The week before the day, schools, factories, athletic clubs and other institutions sent young people to carry the baton in the Youth Baton Relay [Štafeta mladosti] throughout the country, symbolically connecting people of all nationalities in every republic/province. Each city had a welcome committee for the baton. Concerts and other cultural events were held in honor of the relay, primary and secondary schools held the Day of the Youth Baton with events celebrating the passage of the relay baton and featuring students in their best clothes and Pioneer scarf and blue Tito cap, singing, dancing, reciting poems, and recreating historical events.

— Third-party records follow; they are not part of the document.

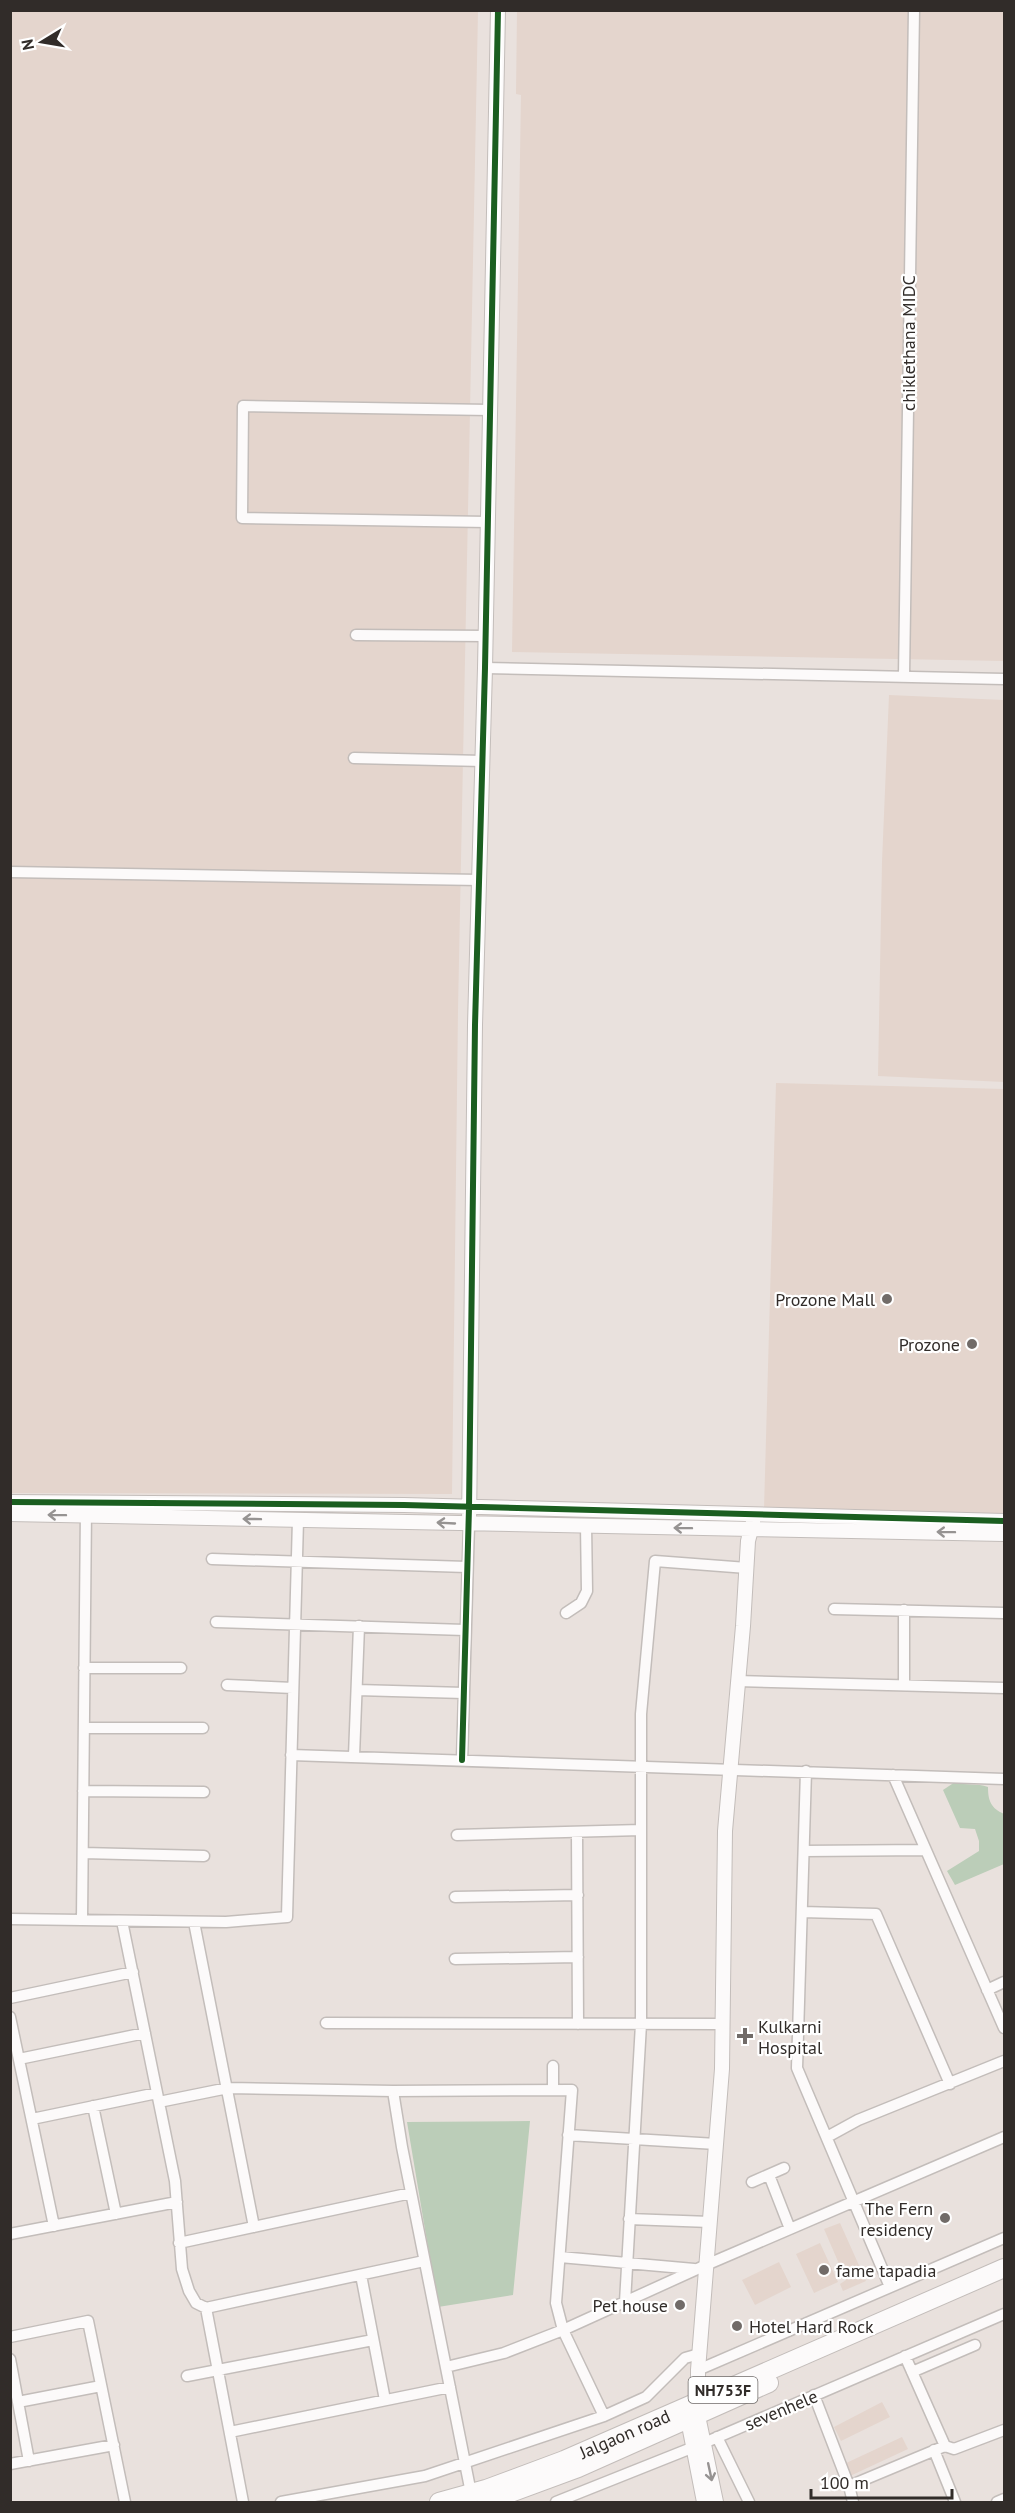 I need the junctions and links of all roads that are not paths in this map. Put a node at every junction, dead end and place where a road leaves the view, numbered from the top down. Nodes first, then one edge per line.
1 (498, 10) edge
2 (914, 10) edge
3 (490, 410) junction
4 (488, 522) junction
5 (356, 635) dead end
6 (486, 636) junction
7 (485, 668) junction
8 (904, 676) junction
9 (1005, 679) edge
10 (354, 758) dead end
11 (483, 761) junction
12 (10, 873) edge
13 (480, 880) junction
14 (10, 1502) edge
15 (469, 1508) junction
16 (86, 1509) junction
17 (10, 1514) edge
18 (298, 1520) junction
19 (1005, 1521) edge
20 (469, 1524) junction
21 (586, 1525) junction
22 (747, 1526) junction
23 (1005, 1534) edge
24 (212, 1559) dead end
25 (297, 1562) junction
26 (467, 1567) junction
27 (747, 1568) junction
28 (834, 1609) dead end
29 (904, 1610) junction
30 (566, 1613) dead end
31 (1005, 1613) edge
32 (216, 1622) dead end
33 (295, 1624) junction
34 (359, 1626) junction
35 (465, 1630) junction
36 (84, 1668) junction
37 (182, 1668) dead end
38 (737, 1681) junction
39 (227, 1685) dead end
40 (904, 1685) junction
41 (293, 1688) junction
42 (1005, 1688) edge
43 (357, 1690) junction
44 (464, 1693) junction
45 (84, 1728) junction
46 (203, 1728) dead end
47 (291, 1755) junction
48 (354, 1756) junction
49 (462, 1760) junction
50 (641, 1766) junction
51 (730, 1768) junction
52 (806, 1772) junction
53 (893, 1775) junction
54 (1005, 1779) edge
55 (83, 1791) junction
56 (204, 1792) dead end
57 (641, 1830) junction
58 (577, 1832) junction
59 (457, 1835) dead end
60 (926, 1850) junction
61 (804, 1851) junction
62 (83, 1853) junction
63 (204, 1856) dead end
64 (578, 1895) junction
65 (455, 1897) dead end
66 (802, 1912) junction
67 (10, 1919) edge
68 (82, 1920) junction
69 (122, 1921) junction
70 (194, 1922) junction
71 (578, 1958) junction
72 (455, 1959) dead end
73 (133, 1972) junction
74 (1005, 1982) edge
75 (987, 1990) junction
76 (10, 1998) edge
77 (10, 2017) edge
78 (326, 2023) dead end
79 (578, 2024) junction
80 (640, 2024) junction
81 (722, 2024) junction
82 (1005, 2028) edge
83 (145, 2033) junction
84 (19, 2059) junction
85 (1005, 2061) edge
86 (553, 2066) dead end
87 (950, 2084) junction
88 (228, 2088) junction
89 (553, 2090) junction
90 (393, 2091) junction
91 (158, 2098) junction
92 (93, 2106) junction
93 (32, 2119) junction
94 (568, 2134) junction
95 (827, 2137) junction
96 (1005, 2137) edge
97 (634, 2139) junction
98 (716, 2144) junction
99 (784, 2168) dead end
100 (769, 2175) junction
101 (752, 2182) dead end
102 (411, 2193) junction
103 (854, 2201) junction
104 (177, 2202) junction
105 (116, 2214) junction
106 (629, 2219) junction
107 (710, 2222) junction
108 (54, 2226) junction
109 (254, 2227) junction
110 (790, 2229) junction
111 (10, 2234) edge
112 (1005, 2238) edge
113 (179, 2243) junction
114 (560, 2257) junction
115 (424, 2261) junction
116 (626, 2262) junction
117 (701, 2267) junction
118 (1005, 2268) edge
119 (361, 2275) junction
120 (1005, 2282) edge
121 (890, 2287) junction
122 (625, 2302) junction
123 (206, 2308) junction
124 (1005, 2314) edge
125 (563, 2330) junction
126 (10, 2337) edge
127 (373, 2340) junction
128 (975, 2345) dead end
129 (699, 2354) junction
130 (905, 2356) junction
131 (10, 2359) edge
132 (446, 2367) junction
133 (218, 2369) junction
134 (698, 2370) junction
135 (912, 2372) junction
136 (187, 2376) dead end
137 (101, 2386) junction
138 (450, 2387) junction
139 (814, 2395) junction
140 (385, 2400) junction
141 (18, 2402) junction
142 (695, 2412) junction
143 (604, 2416) junction
144 (1005, 2430) edge
145 (230, 2432) junction
146 (717, 2437) junction
147 (114, 2445) junction
148 (698, 2445) junction
149 (945, 2446) junction
150 (934, 2450) junction
151 (29, 2461) junction
152 (465, 2463) junction
153 (10, 2464) edge
154 (849, 2486) junction
155 (478, 2498) edge
156 (1005, 2499) edge
157 (125, 2502) edge
158 (243, 2502) edge
159 (281, 2502) edge
160 (439, 2502) edge
161 (556, 2502) edge
162 (704, 2502) edge
163 (716, 2502) edge
164 (749, 2502) edge
165 (853, 2502) edge
166 (955, 2502) edge
167 (997, 2502) edge

1 - 3 street
2 - 8 street, chiklethana MIDC
3 - 4 street
3 - 4 street
4 - 6 street
5 - 6 street
6 - 7 street
7 - 8 street
7 - 11 street
8 - 9 street
10 - 11 street
11 - 13 street
12 - 13 street
13 - 15 street
14 - 16 street
15 - 16 street
15 - 20 street
15 - 22 street
16 -> 17 street
18 -> 16 street
16 - 36 street
20 -> 18 street
18 - 25 street
19 - 22 street
20 - 21 street
20 - 26 street
22 -> 21 street
21 - 30 street
23 -> 22 street
22 - 27 street
24 - 25 street
25 - 26 street
25 - 33 street
26 - 35 street
27 - 38 street
27 - 50 street
28 - 29 street
29 - 31 street
29 - 40 street
32 - 33 street
33 - 34 street
33 - 41 street
34 - 35 street
34 - 43 street
35 - 44 street
36 - 37 street
36 - 45 street
38 - 40 street
38 - 51 street
39 - 41 street
40 - 42 street
41 - 47 street
43 - 44 street
43 - 48 street
44 - 49 street
45 - 46 street
45 - 55 street
47 - 48 street
47 - 70 street
48 - 49 street
49 - 50 street
50 - 51 street
50 - 57 street
51 - 52 street
51 - 81 street
52 - 53 street
52 - 61 street
53 - 54 street
53 - 60 street
55 - 56 street
55 - 62 street
57 - 58 street
57 - 80 street
58 - 59 street
58 - 64 street
60 - 61 street
60 - 75 street
61 - 66 street
62 - 63 street
62 - 68 street
64 - 65 street
64 - 71 street
66 - 87 street
66 - 95 street
67 - 68 street
68 - 69 street
69 - 70 street
69 - 73 street
70 - 88 street
71 - 72 street
71 - 79 street
73 - 76 street
73 - 83 street
74 - 75 street
75 - 82 street
77 - 84 street
78 - 79 street
79 - 80 street
80 - 81 street
80 - 97 street
81 - 98 street
83 - 84 street
83 - 91 street
84 - 93 street
85 - 87 street
86 - 89 street
87 - 95 street
88 - 90 street
88 - 91 street
88 - 109 street
89 - 90 street
89 - 94 street
90 - 102 street
91 - 92 street
91 - 104 street
92 - 93 street
92 - 105 street
93 - 108 street
94 - 97 street
94 - 114 street
95 - 103 street
96 - 103 street
97 - 98 street
97 - 106 street
98 - 107 street
99 - 100 street
100 - 101 street
100 - 110 street
102 - 109 street
102 - 115 street
103 - 110 street
103 - 121 street
104 - 105 street
104 - 113 street
105 - 108 street
106 - 107 street
106 - 116 street
107 - 117 street
108 - 111 street
109 - 113 street
110 - 117 street
112 - 121 street
113 - 123 street
114 - 116 street
114 - 125 street
115 - 119 street
115 - 132 street
116 - 117 street
116 - 122 street
117 - 122 street
117 - 129 street
118 - 142 highway, Jalgaon road / NH753F
119 - 123 street
119 - 127 street
120 - 142 highway, Jalgaon road / NH753F
121 - 134 street
122 - 125 street
123 - 133 street
124 - 130 street, sevenhele
125 - 132 street
125 - 143 street
126 - 137 street
127 - 133 street
127 - 140 street
128 - 135 street
129 - 134 street
129 - 143 street
130 - 135 street
130 - 139 street, sevenhele
131 - 141 street
132 - 138 street
133 - 136 street
133 - 145 street
134 - 142 street
135 - 149 street
137 - 141 street
137 - 147 street
138 - 140 street
138 - 152 street
139 - 146 street, sevenhele
139 - 154 street
140 - 145 street
141 - 151 street
142 - 148 street
142 - 155 highway, Jalgaon road / NH753F
143 - 152 street
144 - 149 street
145 - 158 street
146 - 148 street, sevenhele
146 - 164 street
147 - 151 street
147 - 157 street
148 - 161 street, sevenhele
148 - 162 street
148 -> 163 street
149 - 150 street
150 - 154 street
150 - 166 street
151 - 153 street
152 - 155 street
152 - 159 street
154 - 165 street
155 - 160 highway, Jalgaon road / NH753F
156 - 167 street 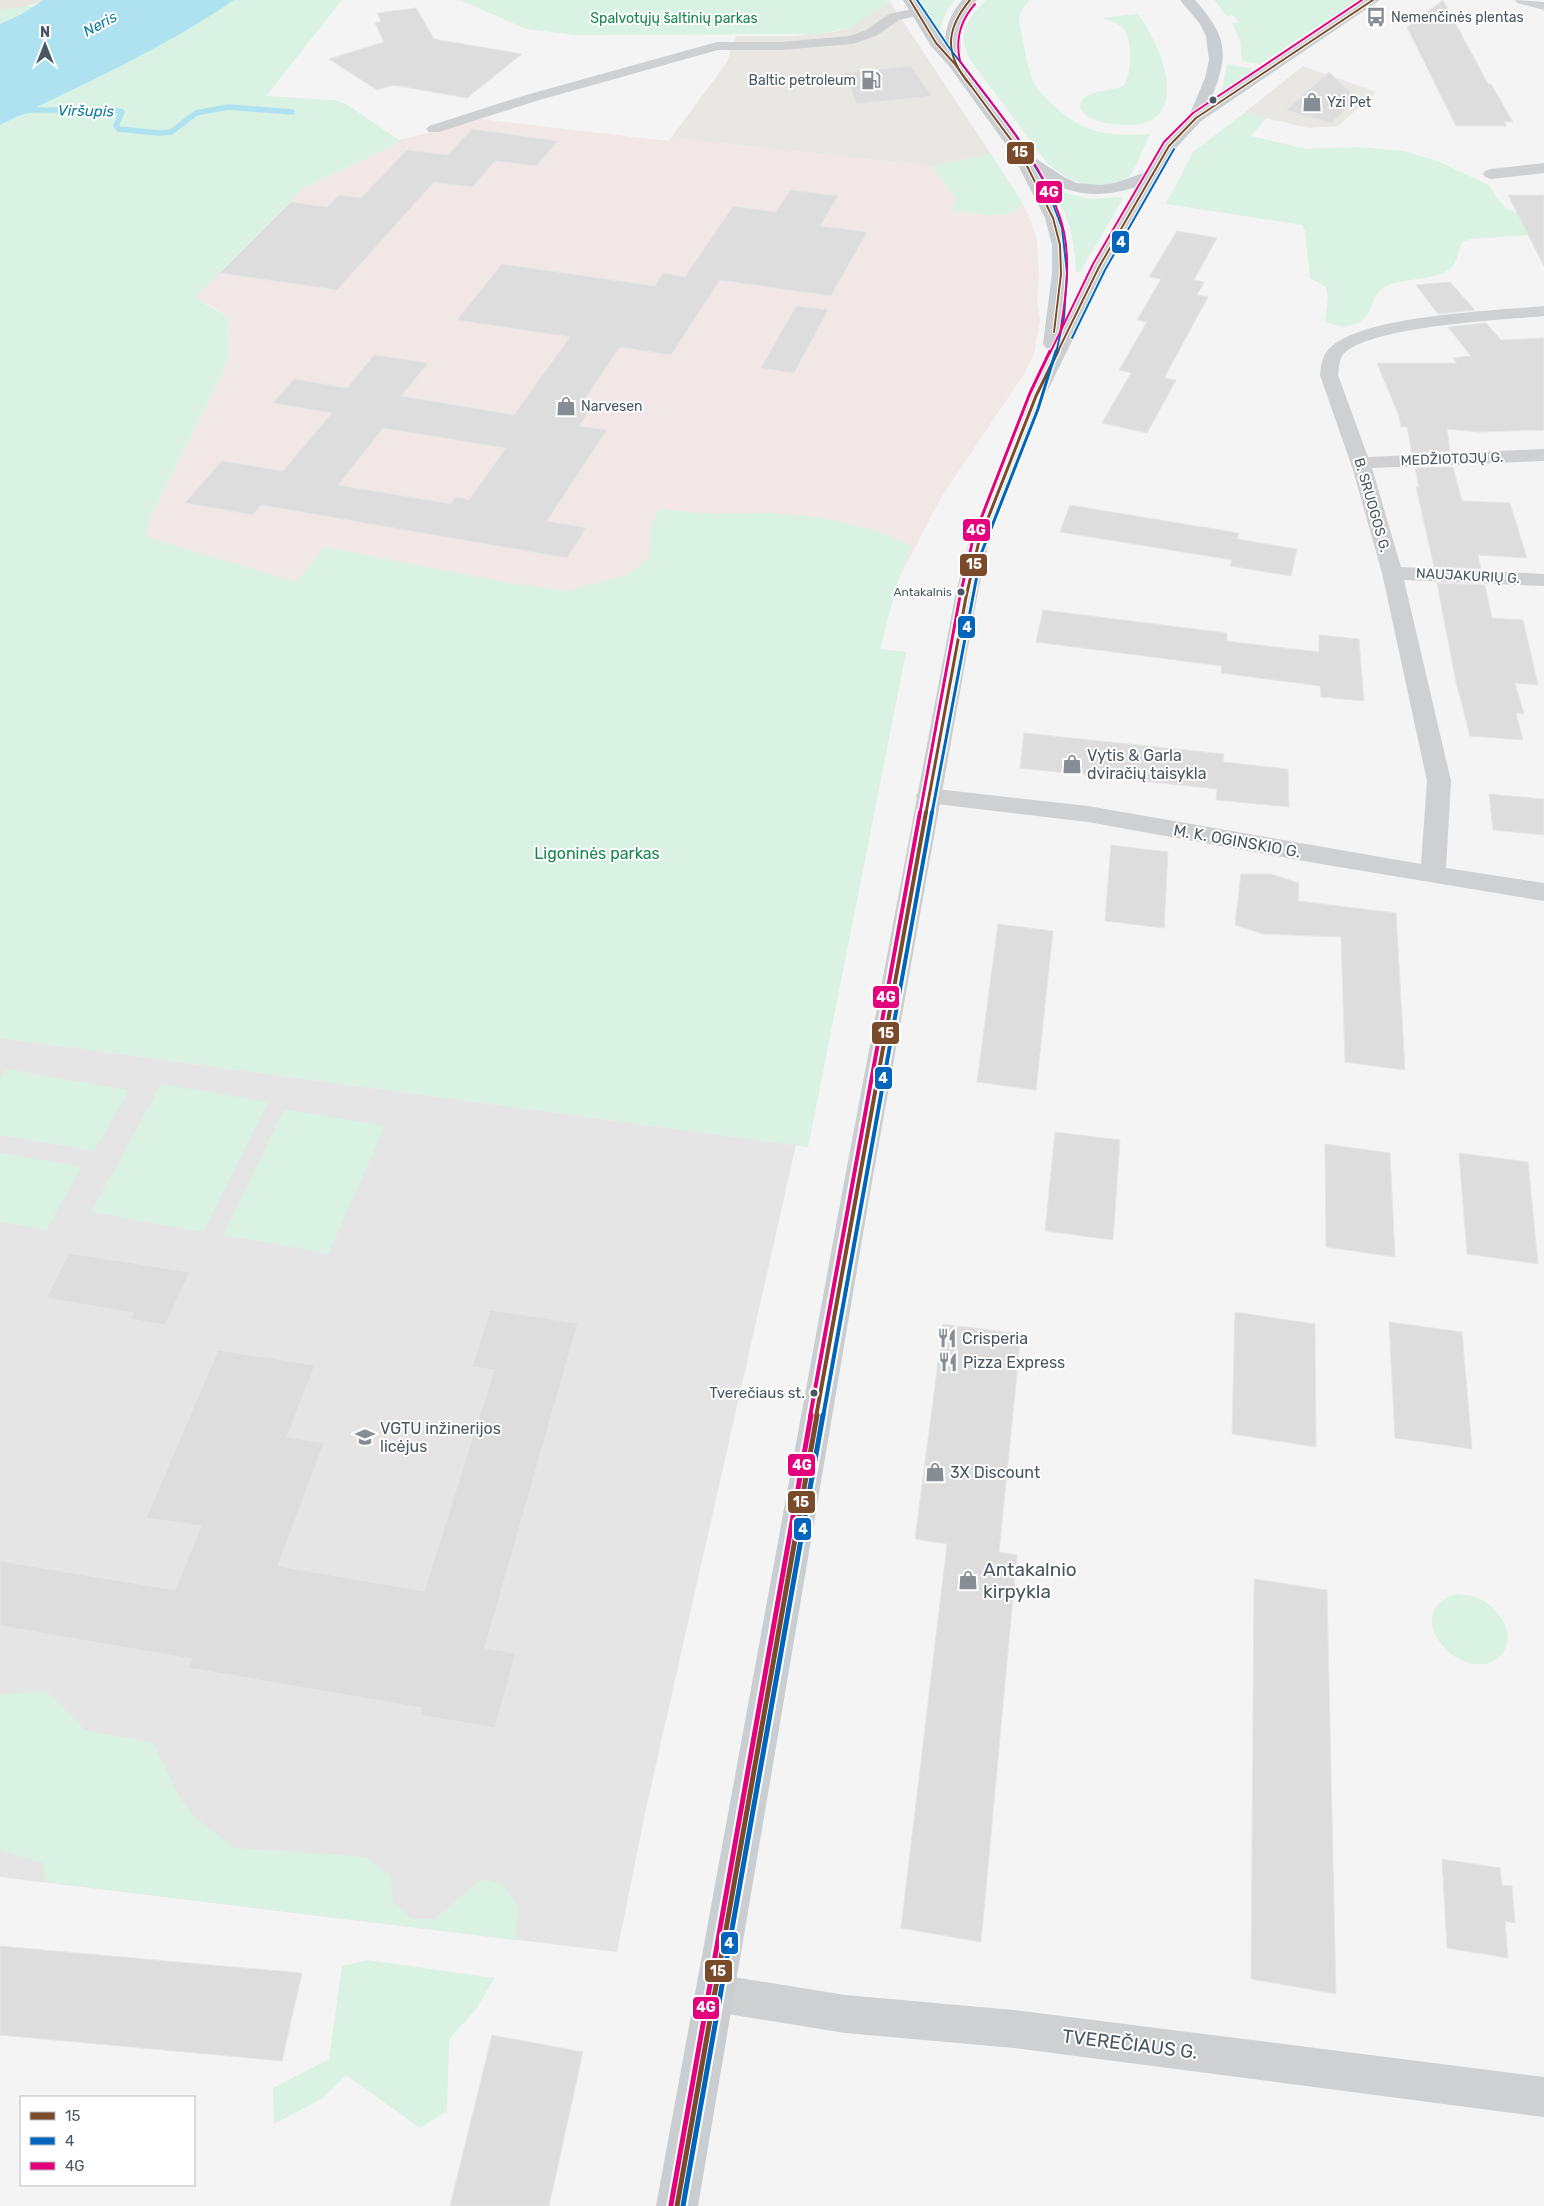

Streets were lined with people cheering the baton and carrying flowers signs. Children wore Pioneer uniforms; farmers, miners, and workers wore their best uniforms as symbols of the trade and solidarity with youth. In all, some 20,000 relay batons (primary batons, carried through the whole country all the way to Tito, and local batons, presented to local officials) were carried across Yugoslavia in the holiday’s 40-year history.

Day of Dan Mladosti

On the day itself, Tito received the baton from a youth at the official ceremony which took place at the Yugoslav National Army Stadium in Belgrade. As part of the slet, the stadium was filled with up to 10,000 children and youth, performing gymnastics in synchronized formations and creating shapes (flowers, acronyms, words, machines, flags) with their bodies; dancing; parading with guns; cheering; singing songs; shouting slogans like “We are all Tito!” There were parades with floats, parachute landings, speeches.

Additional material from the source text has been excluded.